— Data section —
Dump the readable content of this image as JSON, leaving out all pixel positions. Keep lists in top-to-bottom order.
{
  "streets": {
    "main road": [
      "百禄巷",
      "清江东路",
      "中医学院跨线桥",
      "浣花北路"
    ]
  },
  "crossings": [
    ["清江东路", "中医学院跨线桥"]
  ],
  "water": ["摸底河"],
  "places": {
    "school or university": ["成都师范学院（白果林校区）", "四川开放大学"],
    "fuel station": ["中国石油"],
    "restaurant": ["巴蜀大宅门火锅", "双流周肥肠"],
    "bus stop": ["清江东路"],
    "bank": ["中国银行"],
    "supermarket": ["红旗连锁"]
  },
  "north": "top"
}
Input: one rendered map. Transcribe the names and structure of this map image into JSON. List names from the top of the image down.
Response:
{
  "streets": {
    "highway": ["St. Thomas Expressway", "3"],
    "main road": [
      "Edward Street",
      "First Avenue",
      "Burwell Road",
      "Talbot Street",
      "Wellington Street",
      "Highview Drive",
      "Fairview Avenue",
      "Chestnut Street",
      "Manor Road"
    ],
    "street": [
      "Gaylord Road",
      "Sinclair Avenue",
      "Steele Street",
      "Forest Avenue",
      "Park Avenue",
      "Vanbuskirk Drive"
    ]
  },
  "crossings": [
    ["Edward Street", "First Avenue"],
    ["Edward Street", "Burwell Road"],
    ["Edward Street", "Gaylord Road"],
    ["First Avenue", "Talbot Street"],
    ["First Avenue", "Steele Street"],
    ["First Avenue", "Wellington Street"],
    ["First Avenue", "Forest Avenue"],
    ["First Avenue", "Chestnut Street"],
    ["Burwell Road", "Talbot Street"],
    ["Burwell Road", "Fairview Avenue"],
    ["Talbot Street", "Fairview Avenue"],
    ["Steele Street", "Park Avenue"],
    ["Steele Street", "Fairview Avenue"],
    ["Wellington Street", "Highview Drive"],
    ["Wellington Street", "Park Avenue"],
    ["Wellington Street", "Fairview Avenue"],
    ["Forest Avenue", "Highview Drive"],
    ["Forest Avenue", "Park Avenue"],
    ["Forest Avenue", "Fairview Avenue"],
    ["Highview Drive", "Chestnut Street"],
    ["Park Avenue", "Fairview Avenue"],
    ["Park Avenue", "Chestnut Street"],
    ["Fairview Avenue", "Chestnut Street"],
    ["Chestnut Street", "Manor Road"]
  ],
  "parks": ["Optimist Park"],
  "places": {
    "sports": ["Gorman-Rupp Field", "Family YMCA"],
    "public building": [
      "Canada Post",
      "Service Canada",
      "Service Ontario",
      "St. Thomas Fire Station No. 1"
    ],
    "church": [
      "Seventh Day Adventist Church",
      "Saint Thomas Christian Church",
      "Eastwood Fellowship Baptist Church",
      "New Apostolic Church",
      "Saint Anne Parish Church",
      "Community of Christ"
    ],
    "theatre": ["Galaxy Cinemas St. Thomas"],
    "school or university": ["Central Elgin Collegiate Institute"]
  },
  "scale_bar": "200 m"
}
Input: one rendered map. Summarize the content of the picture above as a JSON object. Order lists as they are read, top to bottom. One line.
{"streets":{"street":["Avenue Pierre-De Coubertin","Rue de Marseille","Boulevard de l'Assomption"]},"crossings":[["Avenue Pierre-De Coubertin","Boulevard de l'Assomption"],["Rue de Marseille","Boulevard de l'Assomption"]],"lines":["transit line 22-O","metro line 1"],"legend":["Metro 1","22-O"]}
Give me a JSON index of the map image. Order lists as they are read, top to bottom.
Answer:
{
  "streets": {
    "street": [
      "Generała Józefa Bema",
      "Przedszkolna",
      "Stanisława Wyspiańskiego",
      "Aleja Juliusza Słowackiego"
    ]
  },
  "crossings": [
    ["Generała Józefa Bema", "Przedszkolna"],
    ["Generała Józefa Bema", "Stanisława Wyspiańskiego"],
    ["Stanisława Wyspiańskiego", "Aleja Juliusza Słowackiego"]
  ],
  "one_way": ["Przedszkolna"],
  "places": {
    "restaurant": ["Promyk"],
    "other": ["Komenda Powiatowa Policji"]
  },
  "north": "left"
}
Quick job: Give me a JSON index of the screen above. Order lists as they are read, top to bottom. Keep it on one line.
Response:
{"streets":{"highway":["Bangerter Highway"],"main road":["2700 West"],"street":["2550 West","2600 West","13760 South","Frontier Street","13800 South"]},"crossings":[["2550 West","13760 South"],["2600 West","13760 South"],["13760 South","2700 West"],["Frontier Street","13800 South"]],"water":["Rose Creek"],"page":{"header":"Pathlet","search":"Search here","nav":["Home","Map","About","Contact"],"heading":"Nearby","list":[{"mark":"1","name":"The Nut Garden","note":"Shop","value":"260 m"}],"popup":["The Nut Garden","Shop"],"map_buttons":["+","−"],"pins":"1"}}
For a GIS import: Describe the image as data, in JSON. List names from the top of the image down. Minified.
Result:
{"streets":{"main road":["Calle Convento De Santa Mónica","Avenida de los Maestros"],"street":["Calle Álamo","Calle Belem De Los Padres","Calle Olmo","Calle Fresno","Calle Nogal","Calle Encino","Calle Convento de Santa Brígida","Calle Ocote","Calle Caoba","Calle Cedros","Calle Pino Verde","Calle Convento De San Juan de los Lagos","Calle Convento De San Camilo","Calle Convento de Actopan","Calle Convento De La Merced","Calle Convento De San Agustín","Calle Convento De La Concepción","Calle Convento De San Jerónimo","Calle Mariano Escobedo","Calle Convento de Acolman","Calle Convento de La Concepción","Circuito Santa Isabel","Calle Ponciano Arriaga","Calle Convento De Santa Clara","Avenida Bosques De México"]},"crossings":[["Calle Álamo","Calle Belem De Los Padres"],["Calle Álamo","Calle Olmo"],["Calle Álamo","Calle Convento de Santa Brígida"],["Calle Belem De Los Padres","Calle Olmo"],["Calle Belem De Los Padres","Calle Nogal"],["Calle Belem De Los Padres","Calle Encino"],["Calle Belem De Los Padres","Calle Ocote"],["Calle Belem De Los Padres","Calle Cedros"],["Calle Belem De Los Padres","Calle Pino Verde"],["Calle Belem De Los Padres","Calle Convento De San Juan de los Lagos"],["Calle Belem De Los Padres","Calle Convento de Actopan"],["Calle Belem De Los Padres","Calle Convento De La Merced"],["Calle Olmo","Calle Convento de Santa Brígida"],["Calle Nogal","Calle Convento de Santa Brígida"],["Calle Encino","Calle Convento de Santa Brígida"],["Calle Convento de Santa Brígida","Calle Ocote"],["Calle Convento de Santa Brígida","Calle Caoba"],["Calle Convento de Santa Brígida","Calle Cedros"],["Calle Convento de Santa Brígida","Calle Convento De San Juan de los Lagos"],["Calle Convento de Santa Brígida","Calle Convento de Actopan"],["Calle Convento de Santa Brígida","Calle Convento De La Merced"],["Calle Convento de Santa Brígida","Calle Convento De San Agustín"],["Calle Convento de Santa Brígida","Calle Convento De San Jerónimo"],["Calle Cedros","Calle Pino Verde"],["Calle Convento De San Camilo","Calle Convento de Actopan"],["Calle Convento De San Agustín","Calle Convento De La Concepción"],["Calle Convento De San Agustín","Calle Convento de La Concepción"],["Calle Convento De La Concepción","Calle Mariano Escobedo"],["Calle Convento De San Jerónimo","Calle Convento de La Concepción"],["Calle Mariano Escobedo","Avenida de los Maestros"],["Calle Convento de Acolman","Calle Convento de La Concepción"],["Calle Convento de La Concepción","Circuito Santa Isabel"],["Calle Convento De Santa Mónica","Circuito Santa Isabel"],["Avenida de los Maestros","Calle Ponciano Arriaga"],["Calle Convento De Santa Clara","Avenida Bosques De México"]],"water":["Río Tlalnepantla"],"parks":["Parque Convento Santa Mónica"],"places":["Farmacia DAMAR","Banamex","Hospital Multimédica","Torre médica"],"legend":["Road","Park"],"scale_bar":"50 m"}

— Prompt —
State how many lines in the preceding material contain the word "content", and give nothing else.

— Exercise answer —
2